(REQUIREMENT) Please restate, word for word, the lines below that begin at the one with "middle mcp: (496, 507)" and end at the one with "pinky dip: (942, 418)". Leave out all other lines.

*** TASK INPUTS Section Begins ***

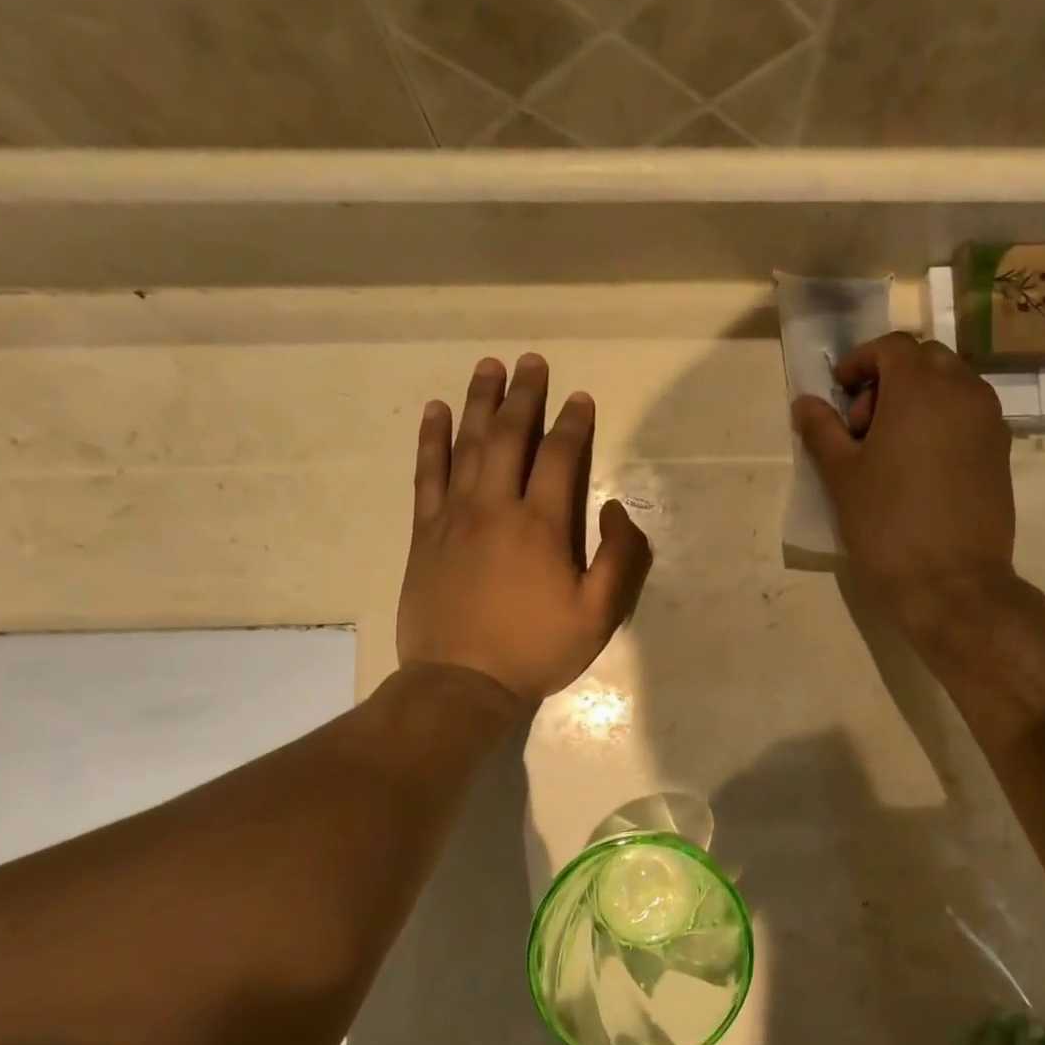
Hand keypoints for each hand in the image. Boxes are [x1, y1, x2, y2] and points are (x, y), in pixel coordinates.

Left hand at [397, 354, 651, 702]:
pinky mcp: (426, 532)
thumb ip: (618, 559)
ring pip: (468, 445)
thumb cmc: (535, 649)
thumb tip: (613, 509)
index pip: (559, 458)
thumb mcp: (598, 615)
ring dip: (480, 402)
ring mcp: (455, 517)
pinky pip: (428, 474)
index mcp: (540, 525)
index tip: (580, 397)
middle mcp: (496, 507)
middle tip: (530, 361)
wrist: (461, 683)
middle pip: (510, 437)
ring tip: (488, 367)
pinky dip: (432, 440)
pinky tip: (436, 412)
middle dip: (524, 395)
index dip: (573, 424)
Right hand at [792, 332, 1016, 619]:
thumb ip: (821, 430)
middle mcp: (962, 392)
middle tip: (863, 424)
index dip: (861, 360)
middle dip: (890, 377)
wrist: (951, 579)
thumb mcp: (841, 475)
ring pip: (952, 383)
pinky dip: (942, 418)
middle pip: (926, 358)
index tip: (840, 391)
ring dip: (919, 396)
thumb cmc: (887, 522)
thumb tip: (806, 402)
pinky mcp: (1001, 450)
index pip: (893, 346)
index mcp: (919, 389)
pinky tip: (920, 464)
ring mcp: (989, 421)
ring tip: (891, 445)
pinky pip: (969, 413)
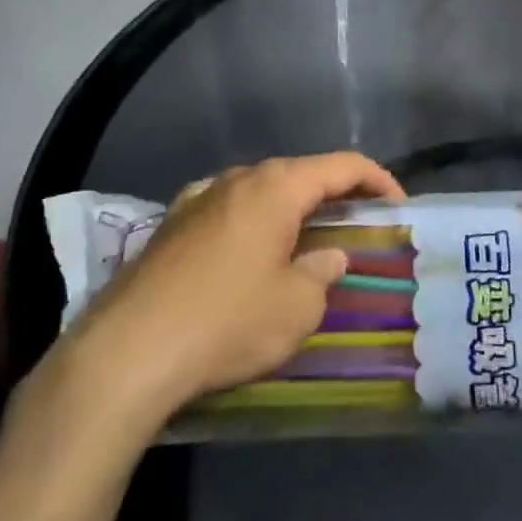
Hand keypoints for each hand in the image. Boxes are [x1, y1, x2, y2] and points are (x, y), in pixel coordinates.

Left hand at [50, 153, 403, 441]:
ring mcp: (196, 199)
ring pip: (259, 190)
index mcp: (276, 187)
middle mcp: (237, 179)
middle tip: (356, 224)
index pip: (342, 165)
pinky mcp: (168, 226)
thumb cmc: (226, 324)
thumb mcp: (296, 308)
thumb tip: (327, 257)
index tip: (397, 206)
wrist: (124, 355)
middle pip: (299, 173)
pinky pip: (225, 210)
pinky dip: (251, 222)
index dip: (378, 180)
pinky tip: (247, 251)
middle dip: (334, 193)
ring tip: (305, 238)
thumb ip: (321, 273)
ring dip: (290, 207)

*** TASK INPUTS Section Ends ***

(ANSWER BOX)
middle mcp: (496, 507)
middle tip: (530, 361)
wrist: (461, 683)
middle pip: (510, 437)
ring tip: (488, 367)
pinky dip: (432, 440)
pinky tip: (436, 412)
middle dip: (524, 395)
index dip: (573, 424)
Right hand at [792, 332, 1016, 619]:
thumb ip: (821, 430)
middle mcp: (962, 392)
middle tip: (863, 424)
index dip: (861, 360)
middle dip: (890, 377)
wrist: (951, 579)
thumb mcp: (841, 475)
ring pip: (952, 383)
pinky dip: (942, 418)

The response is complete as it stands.